Full Plate: Madelyn Alfano, who supports a state proposal to exempt tipped staff from minimum-wage hikes, at Maria’s Italian Kitchen in Marina del Rey.

Full Plate: Madelyn Alfano, who supports a state proposal to exempt tipped staff from minimum-wage hikes, at Maria’s Italian Kitchen in Marina del Rey. Photo by Ringo Chiu.

For Madelyn Alfano’s restaurants, a proposed minimum-wage hike in Los Angeles could drive up costs by as much as 40 percent.

That’s why Alfano, owner of local chain Maria’s Italian Kitchen, is heartened by a new proposal in Sacramento that could take much of the sting out of local wage increases by letting employers pay a lower hourly wage to tipped workers than they pay to other minimum-wage employees.

The proposal, Assembly Bill 669, sponsored by the California Restaurant Association, would freeze the statewide minimum wage at the current $9 an hour for most tipped employees, even if state or local lawmakers raise the minimum wage. Tipped workers earning less than $4 an hour in tips would be exempted from the freeze and would be paid the same minimum wage as other workers.

The bill would overturn a nearly 40-year-old prohibition against paying lower wages to tipped employees, a ban that the restaurant industry has long sought to undo.

If the bill becomes law, Alfano said it could allow her to hold the line on costs for roughly half her 400 employees for years to come. It also could better target the wage increases to kitchen workers and other staff that don’t receive tips.

But there’s a catch – a big one – that could mean Alfano and many other restaurant owners never see the bill’s promised savings. While the bill would exempt tipped workers from local wage hikes, it would also allow cities to specify otherwise, saying their wage increases apply to all workers, thereby negating the bill. Under pressure from unions, there’s a good chance some cities would insert such clauses into their minimum-wage ordinances.

The bill’s author, Assemblyman Tom Daly, D-Anaheim, and backers say the provision is necessary to ensure cities won’t oppose the bill on the grounds that it amounts to a Sacramento overreach.

Still, the bill could help businesses in the majority of California cities, which do not have their own minimum-wage laws. So far, only seven cities, including San Francisco, Oakland and San Jose, have enacted their own minimum wages. Los Angeles is the only local city considering specific wage-hike proposals, though Santa Monica and West Hollywood could soon follow suit.

In cities without their own wage rules, Daly’s bill would become law. And starting Jan. 1, when the statewide minimum wage rises to $10 an hour, Daly’s bill would provide an immediate break for businesses, keeping the wage for tipped workers at the current statewide minimum of $9 an hour.

Mixed views

Local restaurateurs like the idea behind the bill, though they fret that the option for cities to opt out would render the bill moot in many places. That’s especially the case in Los Angeles, where business owners believe union clout will ensure a minimum-wage increase applies to all workers.

“Without the loophole being closed, this is pretty much worthless,” said Jeff Kavin, owner of Greenblatt’s Deli in Hollywood.

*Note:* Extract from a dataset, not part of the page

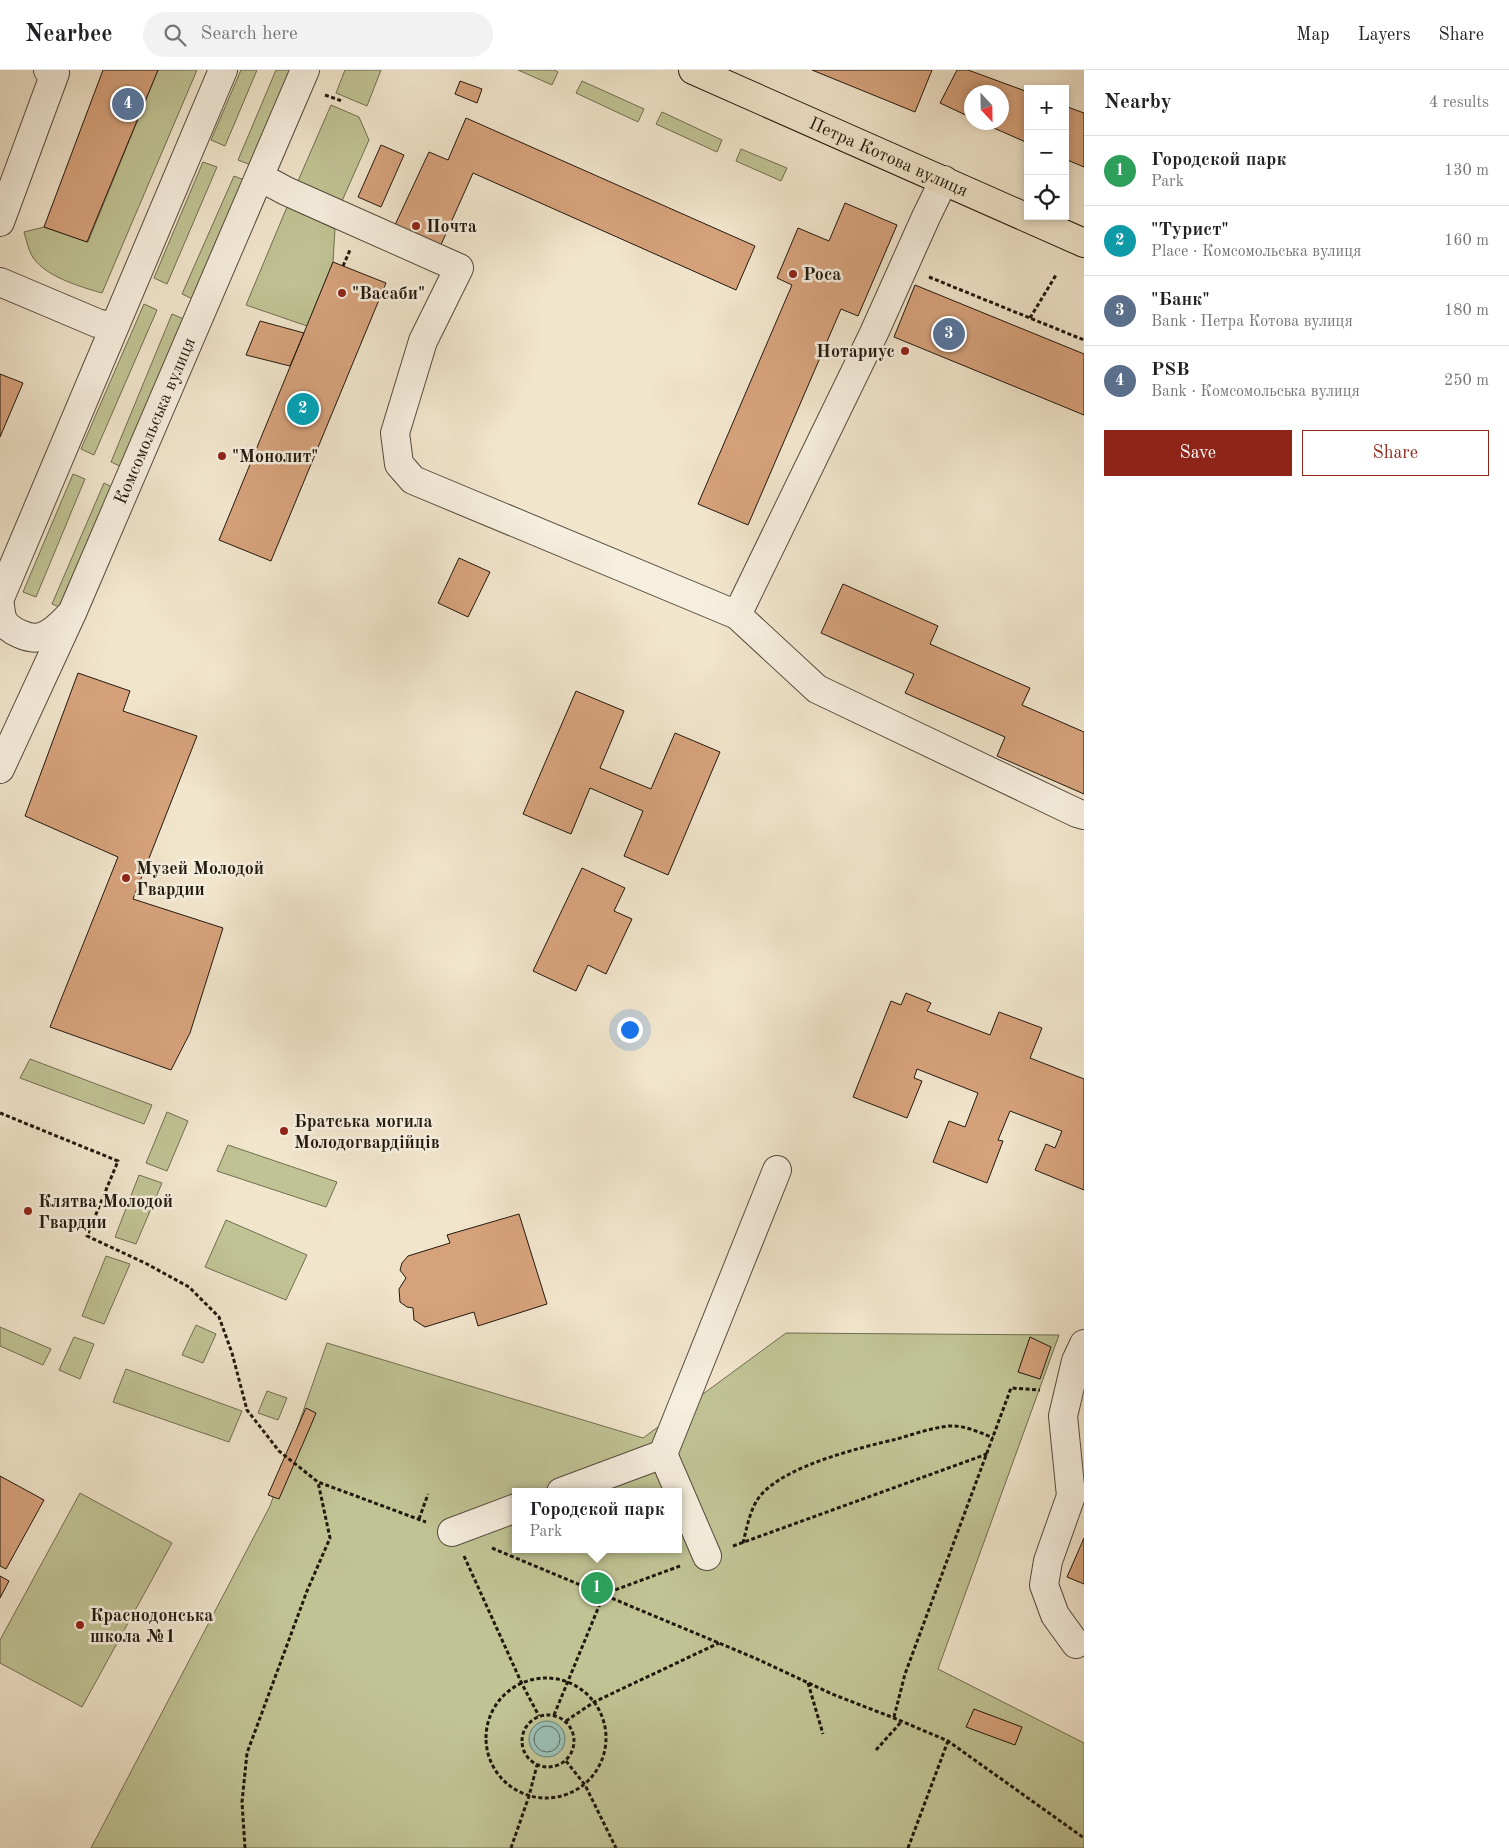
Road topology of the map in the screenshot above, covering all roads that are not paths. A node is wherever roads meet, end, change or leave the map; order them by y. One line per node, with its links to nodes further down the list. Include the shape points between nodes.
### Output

Still, some restaurant owners say the bill is better than the current situation.

High-end restaurant investor Bill Chait said if Daly’s bill passes, he might be able to keep tipped workers at some of his restaurants at $9 after the state minimum wage rises next year. In cities where that’s the case, being able to pay a lower wage to tipped workers would help him raise the pay of other workers.

“We really need to raise compensation for people in the kitchen, but we can’t do that as effectively if we also have to pay more to servers who already take home $30 or $40 an hour,” said Chait, managing partner of an investment group that runs 13 local restaurants, including downtown L.A.’s Bestia and Republique near the Miracle Mile. “There’s only so much money to go around.”

Pushing for action

One local business group is looking closely at the bill. The West Hollywood Chamber of Commerce has been pushing hard for state legislation to establish a lower wage tier for tipped employees as that city is contemplating whether to establish a minimum wage of its own.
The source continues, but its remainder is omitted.